Bacillus Calmette-Guérin (BCG) plus therapy is an enhanced medical approach primarily used in treating certain bladder cancers. It builds upon established BCG immunotherapy by incorporating additional agents or modified protocols.
BCG Therapy Basics
Bacillus Calmette-Guérin (BCG) is a weakened strain of Mycobacterium bovis, also used in the tuberculosis vaccine. BCG is used as an immunotherapy for non-muscle invasive bladder cancer (NMIBC). This type of cancer is confined to the bladder lining and has not spread into the deeper muscle layers. BCG treatment stimulates the body’s immune system to target and destroy cancer cells within the bladder.
The “Plus” in BCG Treatment
The “plus” in BCG treatment refers to adding other therapeutic agents or enhanced protocols to standard BCG therapy. These additions aim to improve outcomes, address BCG resistance, or manage specific tumor types. Combination therapies often involve chemotherapy drugs like mitomycin C (MMC) or gemcitabine. These combinations increase effectiveness, reduce cancer recurrence, or prevent progression to a more invasive stage.
Combining BCG with mitomycin C has been linked to a decreased risk of bladder cancer recurrence and progression compared to BCG monotherapy. The combination of gemcitabine and BCG has also shown promise, especially in patients previously exposed to BCG. Other approaches involve immunomodulating agents, such as nogapendekin alfa inbakicept-pmln, which mimics the cytokine IL-15 to boost natural killer and T cell activity.
How BCG Plus Works
BCG plus therapy enhances the immune response initiated by BCG. When BCG is introduced into the bladder, it attaches to urothelial cells, including cancer cells, triggering the release of immune-signaling molecules like cytokines and chemokines. This process recruits immune cells like T cells, natural killer cells, granulocytes, and macrophages to the bladder wall, which then activate to destroy tumor cells.
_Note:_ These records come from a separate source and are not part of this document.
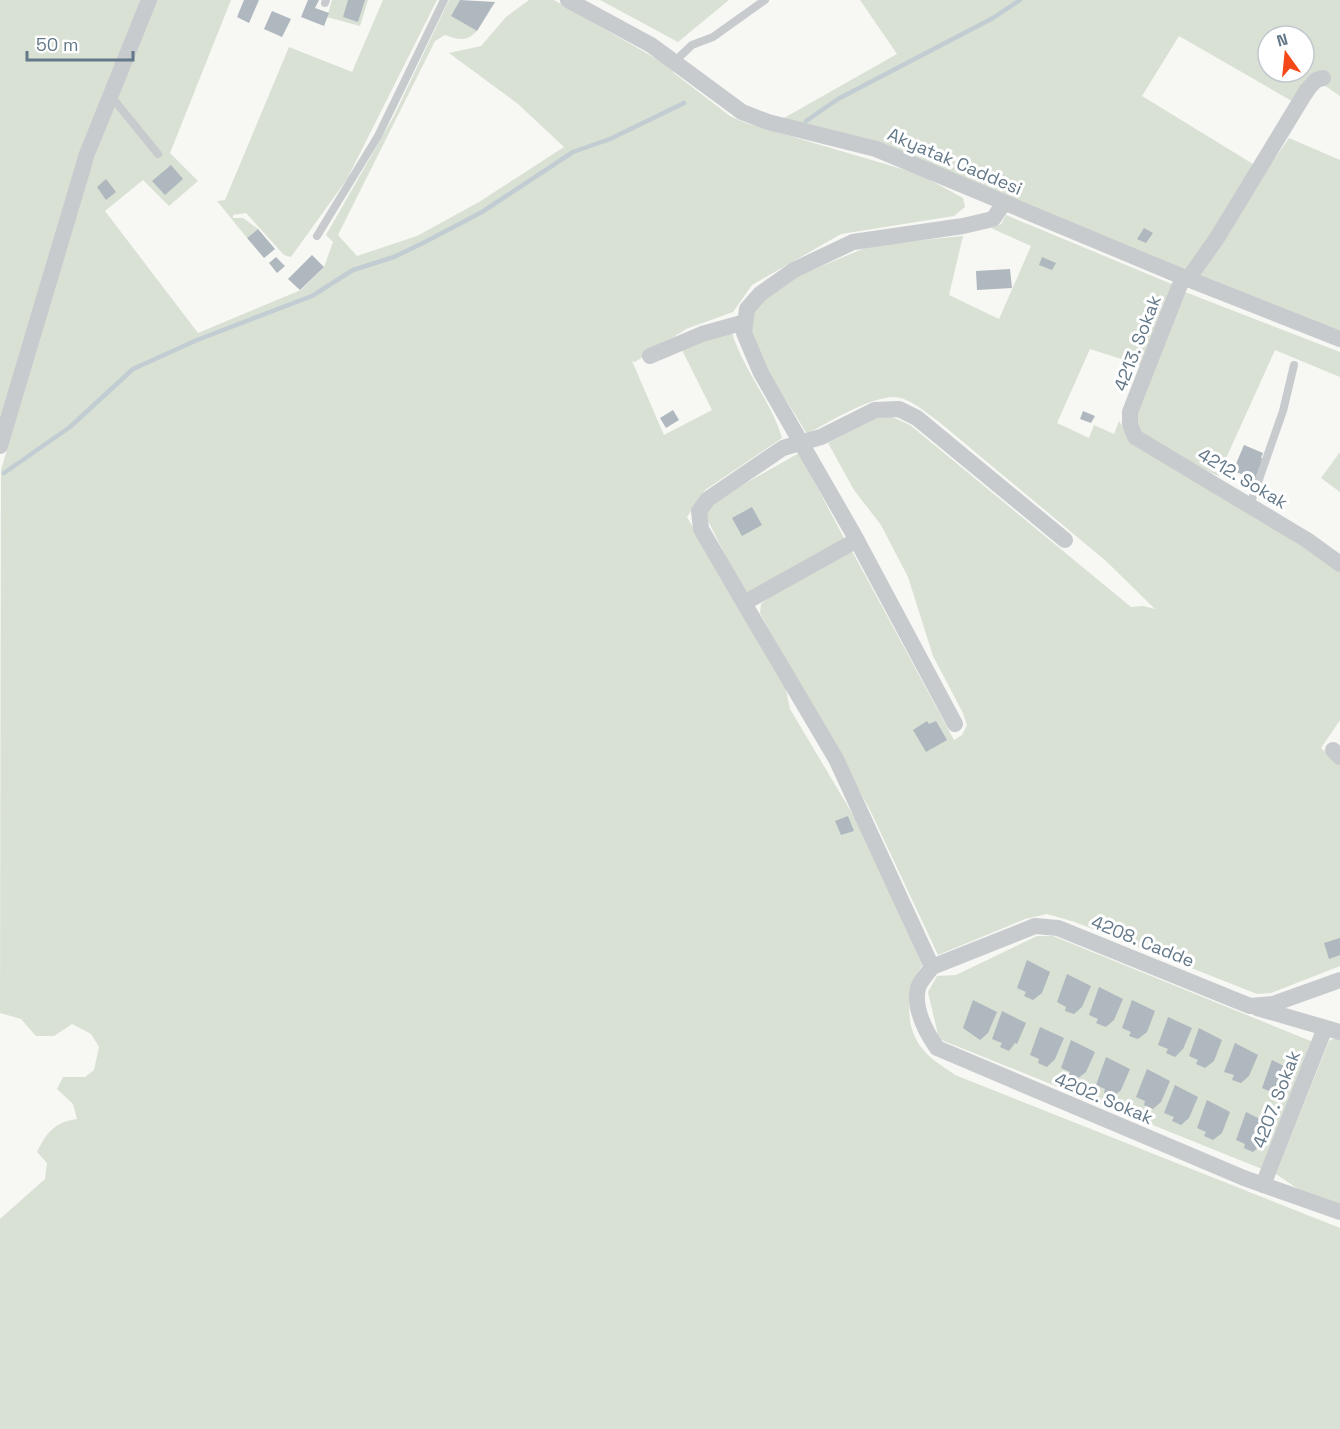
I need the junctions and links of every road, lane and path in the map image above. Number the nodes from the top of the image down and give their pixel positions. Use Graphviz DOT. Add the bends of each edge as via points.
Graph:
graph roads {
  1 [pos="149,0"];
  2 [pos="444,0"];
  3 [pos="568,0"];
  4 [pos="765,0"];
  5 [pos="675,61"];
  6 [pos="1323,78"];
  7 [pos="109,95"];
  8 [pos="158,154"];
  9 [pos="1004,202"];
  10 [pos="317,236"];
  11 [pos="1186,278"];
  12 [pos="745,322"];
  13 [pos="1340,339"];
  14 [pos="650,356"];
  15 [pos="1294,365"];
  16 [pos="1130,424"];
  17 [pos="801,443"];
  18 [pos="0,446"];
  19 [pos="1250,505"];
  20 [pos="857,540"];
  21 [pos="1065,540"];
  22 [pos="1340,564"];
  23 [pos="744,603"];
  24 [pos="955,724"];
  25 [pos="932,967"];
  26 [pos="1340,980"];
  27 [pos="1250,1006"];
  28 [pos="1332,1030"];
  29 [pos="1263,1185"];
  30 [pos="1340,1212"];
  1 -- 7 [label="street"];
  2 -- 10 [label="lane" via="378,136"];
  3 -- 5 [label="street, Akyatak Caddesi"];
  4 -- 5 [label="lane" via="713,37 692,45"];
  5 -- 9 [label="street, Akyatak Caddesi" via="742,111 768,122 876,149"];
  6 -- 11 [label="street, 4213. Sokak" via="1306,90 1217,238"];
  7 -- 8 [label="lane"];
  7 -- 18 [label="street" via="54,260"];
  9 -- 11 [label="street, Akyatak Caddesi"];
  9 -- 12 [label="street" via="993,219 853,242 794,270 760,294 747,309"];
  11 -- 13 [label="street, Akyatak Caddesi"];
  11 -- 16 [label="street, 4213. Sokak" via="1130,412"];
  12 -- 14 [label="street" via="702,334"];
  12 -- 17 [label="street" via="744,333 761,373"];
  15 -- 19 [label="lane" via="1283,411"];
  16 -- 19 [label="street, 4212. Sokak" via="1134,436"];
  17 -- 20 [label="street"];
  17 -- 21 [label="street" via="875,410 899,409 917,418"];
  17 -- 23 [label="street" via="783,448 708,499 699,510 701,529"];
  19 -- 22 [label="street, 4212. Sokak"];
  20 -- 23 [label="street"];
  20 -- 24 [label="street"];
  23 -- 25 [label="street" via="836,759"];
  25 -- 27 [label="street, 4208. Cadde" via="1046,925"];
  25 -- 29 [label="street, 4202. Sokak" via="918,988 919,1010 925,1030 937,1048"];
  26 -- 27 [label="street" via="1272,1004"];
  27 -- 28 [label="street, 4208. Cadde"];
  28 -- 29 [label="street, 4207. Sokak"];
  29 -- 30 [label="street, 4202. Sokak"];
}
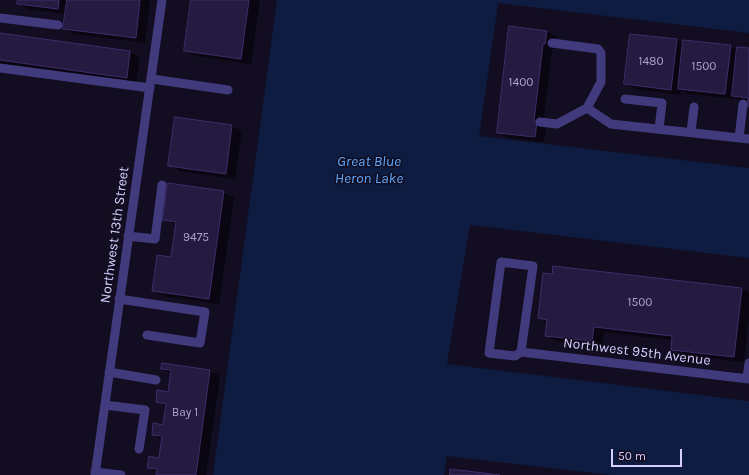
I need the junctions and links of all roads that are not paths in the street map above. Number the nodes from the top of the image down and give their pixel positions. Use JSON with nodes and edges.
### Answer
{"nodes":[{"id":1,"x":162,"y":0,"type":"edge"},
{"id":2,"x":0,"y":18,"type":"edge"},
{"id":3,"x":58,"y":25,"type":"dead end"},
{"id":4,"x":552,"y":43,"type":"dead end"},
{"id":5,"x":0,"y":68,"type":"edge"},
{"id":6,"x":151,"y":84,"type":"junction"},
{"id":7,"x":228,"y":90,"type":"dead end"},
{"id":8,"x":625,"y":99,"type":"dead end"},
{"id":9,"x":743,"y":104,"type":"dead end"},
{"id":10,"x":694,"y":107,"type":"dead end"},
{"id":11,"x":587,"y":108,"type":"junction"},
{"id":12,"x":540,"y":122,"type":"dead end"},
{"id":13,"x":659,"y":129,"type":"junction"},
{"id":14,"x":691,"y":132,"type":"junction"},
{"id":15,"x":739,"y":138,"type":"junction"},
{"id":16,"x":749,"y":139,"type":"edge"},
{"id":17,"x":162,"y":185,"type":"dead end"},
{"id":18,"x":128,"y":236,"type":"junction"},
{"id":19,"x":119,"y":300,"type":"junction"},
{"id":20,"x":146,"y":336,"type":"dead end"},
{"id":21,"x":521,"y":352,"type":"junction"},
{"id":22,"x":749,"y":363,"type":"edge"},
{"id":23,"x":109,"y":372,"type":"junction"},
{"id":24,"x":748,"y":378,"type":"edge"},
{"id":25,"x":156,"y":380,"type":"dead end"},
{"id":26,"x":105,"y":405,"type":"junction"},
{"id":27,"x":139,"y":449,"type":"dead end"},
{"id":28,"x":95,"y":473,"type":"edge"},
{"id":29,"x":121,"y":475,"type":"edge"}],
"edges":[{"from":1,"to":6,"type":"street","name":"Northwest 13th Street"},
{"from":2,"to":3,"type":"street"},
{"from":4,"to":11,"type":"street"},
{"from":5,"to":6,"type":"street"},
{"from":6,"to":7,"type":"street"},
{"from":6,"to":18,"type":"street","name":"Northwest 13th Street"},
{"from":8,"to":13,"type":"street"},
{"from":9,"to":15,"type":"street"},
{"from":10,"to":14,"type":"street"},
{"from":11,"to":12,"type":"street"},
{"from":11,"to":13,"type":"street"},
{"from":13,"to":14,"type":"street"},
{"from":14,"to":15,"type":"street"},
{"from":15,"to":16,"type":"street"},
{"from":17,"to":18,"type":"street"},
{"from":18,"to":19,"type":"street","name":"Northwest 13th Street"},
{"from":19,"to":20,"type":"street"},
{"from":19,"to":23,"type":"street","name":"Northwest 13th Street"},
{"from":21,"to":21,"type":"street","name":"Northwest 95th Avenue"},
{"from":21,"to":24,"type":"street","name":"Northwest 95th Avenue"},
{"from":22,"to":24,"type":"street"},
{"from":23,"to":25,"type":"street"},
{"from":23,"to":26,"type":"street","name":"Northwest 13th Street"},
{"from":26,"to":27,"type":"street"},
{"from":26,"to":28,"type":"street","name":"Northwest 13th Street"},
{"from":28,"to":29,"type":"street"}]}
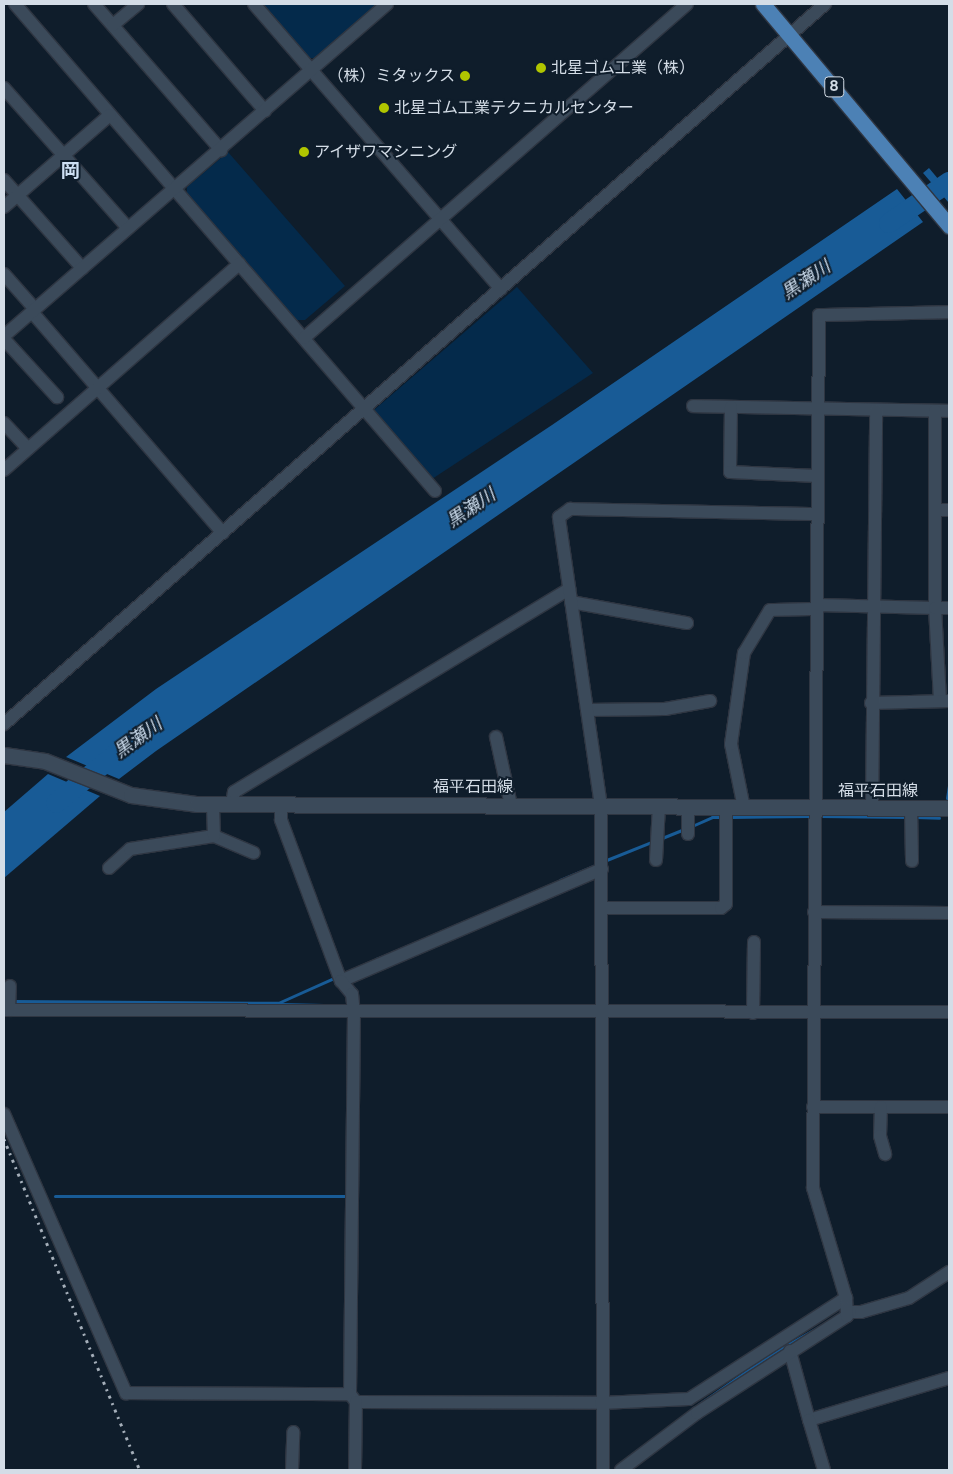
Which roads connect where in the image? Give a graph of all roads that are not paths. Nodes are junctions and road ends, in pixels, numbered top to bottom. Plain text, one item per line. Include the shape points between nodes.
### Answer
1 (15, 4) edge
2 (94, 4) edge
3 (138, 4) edge
4 (173, 4) edge
5 (254, 4) edge
6 (387, 4) edge
7 (687, 4) edge
8 (763, 4) edge
9 (825, 4) edge
10 (113, 25) junction
11 (789, 35) junction
12 (312, 70) junction
13 (4, 88) edge
14 (265, 111) junction
15 (110, 115) junction
16 (221, 150) junction
17 (64, 155) junction
18 (4, 180) edge
19 (174, 190) junction
20 (17, 196) junction
21 (4, 207) edge
22 (440, 221) junction
23 (946, 223) edge
24 (128, 228) junction
25 (238, 264) junction
26 (82, 268) junction
27 (4, 274) edge
28 (501, 289) junction
29 (34, 310) junction
30 (949, 312) edge
31 (4, 337) edge
32 (304, 338) junction
33 (97, 389) junction
34 (57, 397) dead end
35 (693, 406) dead end
36 (731, 407) junction
37 (365, 409) junction
38 (818, 410) junction
39 (876, 410) junction
40 (935, 411) junction
41 (949, 411) edge
42 (4, 423) edge
43 (28, 449) junction
44 (4, 470) edge
45 (817, 476) junction
46 (435, 491) dead end
47 (935, 510) junction
48 (949, 510) edge
49 (816, 514) junction
50 (223, 533) junction
51 (569, 589) junction
52 (571, 602) junction
53 (872, 606) junction
54 (818, 607) junction
55 (935, 608) junction
56 (949, 608) edge
57 (687, 623) dead end
58 (945, 700) edge
59 (710, 701) dead end
60 (871, 703) junction
61 (587, 710) junction
62 (4, 724) edge
63 (496, 737) dead end
64 (4, 755) edge
65 (213, 804) junction
66 (232, 804) junction
67 (282, 804) junction
68 (511, 805) junction
69 (600, 806) junction
70 (660, 807) junction
71 (688, 808) junction
72 (726, 808) junction
73 (744, 808) junction
74 (814, 808) junction
75 (872, 808) junction
76 (910, 808) junction
77 (949, 808) edge
78 (688, 834) dead end
79 (214, 836) junction
80 (254, 852) dead end
81 (656, 860) dead end
82 (912, 861) dead end
83 (109, 868) dead end
84 (602, 869) junction
85 (602, 908) junction
86 (814, 912) junction
87 (949, 913) edge
88 (754, 942) dead end
89 (341, 981) junction
90 (10, 986) dead end
91 (7, 1010) edge
92 (354, 1012) junction
93 (601, 1012) junction
94 (949, 1012) edge
95 (753, 1013) junction
96 (815, 1013) junction
97 (813, 1107) junction
98 (881, 1107) junction
99 (949, 1107) edge
100 (4, 1114) edge
101 (885, 1154) dead end
102 (949, 1272) edge
103 (846, 1298) junction
104 (847, 1312) junction
105 (790, 1351) junction
106 (949, 1378) edge
107 (353, 1398) junction
108 (601, 1403) junction
109 (809, 1420) junction
110 (293, 1432) dead end
111 (292, 1470) edge
112 (355, 1470) edge
113 (603, 1470) edge
114 (621, 1470) edge
115 (824, 1470) edge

The “plus” component, whether a chemotherapy drug or another immunomodulating agent, augments this immune response or directly impacts cancer cells. For example, chemotherapy drugs like mitomycin C can directly damage cancer cell DNA, leading to cell death, potentially making cancer cells more visible or vulnerable to the immune system. Some agents, like nogapendekin alfa inbakicept-pmln, directly stimulate the proliferation and activation of specific immune cells, amplifying anti-cancer effects. This combined approach aims for a more comprehensive attack on the cancer, potentially overcoming single-agent therapy limitations.
Treatment Experience and Considerations
BCG plus therapy for bladder cancer is administered directly into the bladder through a catheter, a method known as intravesical instillation. Patients receive an initial course of treatment, often once a week for six weeks, referred to as induction therapy. If the treatment is effective, a maintenance therapy schedule may follow, which can involve periodic instillations for several months or even up to three years to help prevent recurrence.
Common side effects often include bladder irritation, leading to a frequent or urgent need to urinate, and a burning sensation during urination. Patients might also experience flu-like symptoms such as chills, mild fever, muscle pain, and fatigue, which resolve within two to three days after each session. While generally manageable, severe side effects are rare but can occur if the bacteria enter the bloodstream, potentially causing a serious infection. The overall outlook with BCG therapy, especially for high-risk non-muscle invasive bladder cancer, shows a 10-year survival rate ranging from 70% to 85%.